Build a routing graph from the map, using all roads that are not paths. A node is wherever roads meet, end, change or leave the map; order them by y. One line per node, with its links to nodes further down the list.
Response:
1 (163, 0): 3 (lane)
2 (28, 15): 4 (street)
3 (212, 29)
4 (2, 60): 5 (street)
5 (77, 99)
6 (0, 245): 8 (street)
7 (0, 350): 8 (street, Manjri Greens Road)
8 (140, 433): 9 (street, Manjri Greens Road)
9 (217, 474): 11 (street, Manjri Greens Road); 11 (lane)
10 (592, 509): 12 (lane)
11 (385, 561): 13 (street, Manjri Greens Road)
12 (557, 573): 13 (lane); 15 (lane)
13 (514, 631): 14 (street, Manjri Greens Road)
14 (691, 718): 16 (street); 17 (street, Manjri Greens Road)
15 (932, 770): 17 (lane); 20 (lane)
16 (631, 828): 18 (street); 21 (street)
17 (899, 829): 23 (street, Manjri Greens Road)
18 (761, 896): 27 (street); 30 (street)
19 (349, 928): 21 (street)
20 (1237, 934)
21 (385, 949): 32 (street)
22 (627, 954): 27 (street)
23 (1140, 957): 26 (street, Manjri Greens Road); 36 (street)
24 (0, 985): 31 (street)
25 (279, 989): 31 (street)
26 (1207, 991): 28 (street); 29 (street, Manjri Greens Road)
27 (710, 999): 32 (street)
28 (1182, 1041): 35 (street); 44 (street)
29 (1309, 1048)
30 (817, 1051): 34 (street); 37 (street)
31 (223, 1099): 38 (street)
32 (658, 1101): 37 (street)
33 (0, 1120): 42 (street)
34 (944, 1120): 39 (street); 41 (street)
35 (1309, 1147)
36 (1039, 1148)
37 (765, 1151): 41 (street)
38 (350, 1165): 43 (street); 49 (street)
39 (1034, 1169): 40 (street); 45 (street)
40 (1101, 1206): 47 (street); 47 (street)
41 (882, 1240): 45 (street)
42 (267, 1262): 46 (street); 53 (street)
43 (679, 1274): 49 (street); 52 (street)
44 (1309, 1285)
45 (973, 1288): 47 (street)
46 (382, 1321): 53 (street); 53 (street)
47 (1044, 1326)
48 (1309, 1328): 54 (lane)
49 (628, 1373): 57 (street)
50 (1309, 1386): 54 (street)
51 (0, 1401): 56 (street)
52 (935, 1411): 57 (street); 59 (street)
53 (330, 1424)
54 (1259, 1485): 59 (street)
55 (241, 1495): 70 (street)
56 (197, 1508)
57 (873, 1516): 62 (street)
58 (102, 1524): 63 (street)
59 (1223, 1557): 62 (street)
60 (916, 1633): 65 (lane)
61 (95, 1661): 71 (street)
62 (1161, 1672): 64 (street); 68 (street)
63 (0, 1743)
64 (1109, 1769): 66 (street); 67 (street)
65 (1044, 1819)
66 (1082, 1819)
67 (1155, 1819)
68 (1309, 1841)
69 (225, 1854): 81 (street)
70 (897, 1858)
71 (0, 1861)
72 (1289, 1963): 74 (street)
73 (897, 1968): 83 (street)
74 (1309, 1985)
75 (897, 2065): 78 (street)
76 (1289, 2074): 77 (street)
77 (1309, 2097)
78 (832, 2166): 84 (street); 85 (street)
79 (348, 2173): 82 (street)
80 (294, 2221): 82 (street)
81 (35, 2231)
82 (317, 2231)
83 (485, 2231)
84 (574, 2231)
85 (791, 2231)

************

* [The problem]:
Filter the listing for the word "Manjri" and copy each line that has it.

* [Expected answer]:
7 (0, 350): 8 (street, Manjri Greens Road)
8 (140, 433): 9 (street, Manjri Greens Road)
9 (217, 474): 11 (street, Manjri Greens Road); 11 (lane)
11 (385, 561): 13 (street, Manjri Greens Road)
13 (514, 631): 14 (street, Manjri Greens Road)
14 (691, 718): 16 (street); 17 (street, Manjri Greens Road)
17 (899, 829): 23 (street, Manjri Greens Road)
23 (1140, 957): 26 (street, Manjri Greens Road); 36 (street)
26 (1207, 991): 28 (street); 29 (street, Manjri Greens Road)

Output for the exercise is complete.